Na gali "PRIME: Zadyma" fani freak show fight w Polsce znowu zobaczą w akcji Kasjusza "Don Kasjo" Życińskiego.
Szef Prime Show MMA miał zakończyć poszukiwania odpowiedniego przeciwnika dla Mateusza Murańskiego i - jak ogłosiła organizacja - postanowił, że sam stanie z nim do walki na pięści. Konfrontacja odbędzie się na dystansie czterech rund po trzy minuty w formule bokserskiej.

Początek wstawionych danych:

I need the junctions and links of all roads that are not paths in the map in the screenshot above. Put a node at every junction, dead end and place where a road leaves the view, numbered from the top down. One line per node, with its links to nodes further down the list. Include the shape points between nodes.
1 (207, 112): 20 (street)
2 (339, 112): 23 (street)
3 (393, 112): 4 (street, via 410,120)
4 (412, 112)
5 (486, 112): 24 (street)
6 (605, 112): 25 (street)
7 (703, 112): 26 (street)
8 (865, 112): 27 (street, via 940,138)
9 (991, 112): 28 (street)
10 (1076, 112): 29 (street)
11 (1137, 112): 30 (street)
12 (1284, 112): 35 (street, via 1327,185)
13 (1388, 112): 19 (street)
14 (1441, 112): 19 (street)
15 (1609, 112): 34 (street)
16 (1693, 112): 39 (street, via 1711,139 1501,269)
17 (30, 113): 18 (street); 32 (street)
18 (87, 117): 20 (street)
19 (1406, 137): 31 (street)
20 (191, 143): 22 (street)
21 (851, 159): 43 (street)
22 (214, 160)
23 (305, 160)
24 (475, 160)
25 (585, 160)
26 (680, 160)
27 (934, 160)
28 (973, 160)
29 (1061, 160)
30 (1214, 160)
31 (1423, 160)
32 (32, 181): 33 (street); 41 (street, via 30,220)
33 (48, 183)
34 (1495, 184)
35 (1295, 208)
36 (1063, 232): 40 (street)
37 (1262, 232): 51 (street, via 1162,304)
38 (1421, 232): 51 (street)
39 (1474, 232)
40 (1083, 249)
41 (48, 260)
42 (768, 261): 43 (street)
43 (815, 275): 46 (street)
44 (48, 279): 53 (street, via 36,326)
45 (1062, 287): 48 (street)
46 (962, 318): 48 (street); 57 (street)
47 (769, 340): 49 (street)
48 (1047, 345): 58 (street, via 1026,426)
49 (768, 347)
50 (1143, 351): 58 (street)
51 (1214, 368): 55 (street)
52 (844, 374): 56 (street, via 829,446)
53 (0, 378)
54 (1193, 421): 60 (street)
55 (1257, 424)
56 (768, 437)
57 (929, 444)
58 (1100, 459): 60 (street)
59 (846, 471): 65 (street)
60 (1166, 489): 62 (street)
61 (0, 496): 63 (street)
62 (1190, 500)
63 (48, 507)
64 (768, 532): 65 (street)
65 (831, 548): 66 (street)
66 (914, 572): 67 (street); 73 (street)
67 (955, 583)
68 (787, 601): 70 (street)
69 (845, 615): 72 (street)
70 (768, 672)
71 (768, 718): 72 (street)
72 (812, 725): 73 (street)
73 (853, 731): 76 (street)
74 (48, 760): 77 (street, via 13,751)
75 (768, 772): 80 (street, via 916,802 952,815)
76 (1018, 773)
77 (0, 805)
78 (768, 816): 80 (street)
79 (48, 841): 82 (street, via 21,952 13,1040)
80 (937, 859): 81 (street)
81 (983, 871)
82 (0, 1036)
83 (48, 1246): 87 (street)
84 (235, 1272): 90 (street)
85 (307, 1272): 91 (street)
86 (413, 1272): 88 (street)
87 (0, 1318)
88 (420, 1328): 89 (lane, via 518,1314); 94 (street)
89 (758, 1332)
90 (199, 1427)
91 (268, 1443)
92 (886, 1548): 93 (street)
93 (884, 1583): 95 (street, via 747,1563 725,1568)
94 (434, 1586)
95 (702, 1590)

Przypomnijmy, że wcześniej "Muran" zarzucał "Don Kasjo" m.in. brak profesjonalizmu, co z pewnością pomogło w podjęciu decyzji. Wkrótce obaj fighterzy wszystko wyjaśnią sobie w klatce.
Jest gotowy na Najmana
Mateusz Murański w rozmowie z serwisem mma.pl mówił o swoich planach na przyszłość. Okazuje się, że zawodnik jest gotowy do walki z Marcinem Najmanem. Nie ma o "El Testosteronie" dobrego zdania, delikatnie mówiąc.
Jestem otwarty na pewno, bo ta walka nadchodzi nieubłaganie w pierwszej połowie tego roku z tym "El Cholesterolem", więc na pewno zrobimy. Już teraz wiem, że narracja tego kmiota będzie tak samo żenująca jak w przypadku rozmowy z moim tatą. Będzie: "ty ku***", "cw***", "fraj****". Nawet chłopaczyna nie zdaje sobie sprawy z powagi słów, które wypowiada. Zrobimy, ale nie będzie mi to w smak. Jaki to jest cymbał - powiedział Murański.
Przypomnijmy, że Najman na gali MMA-VIP4 zmierzy się z "Miśkiem z Nadarzyna".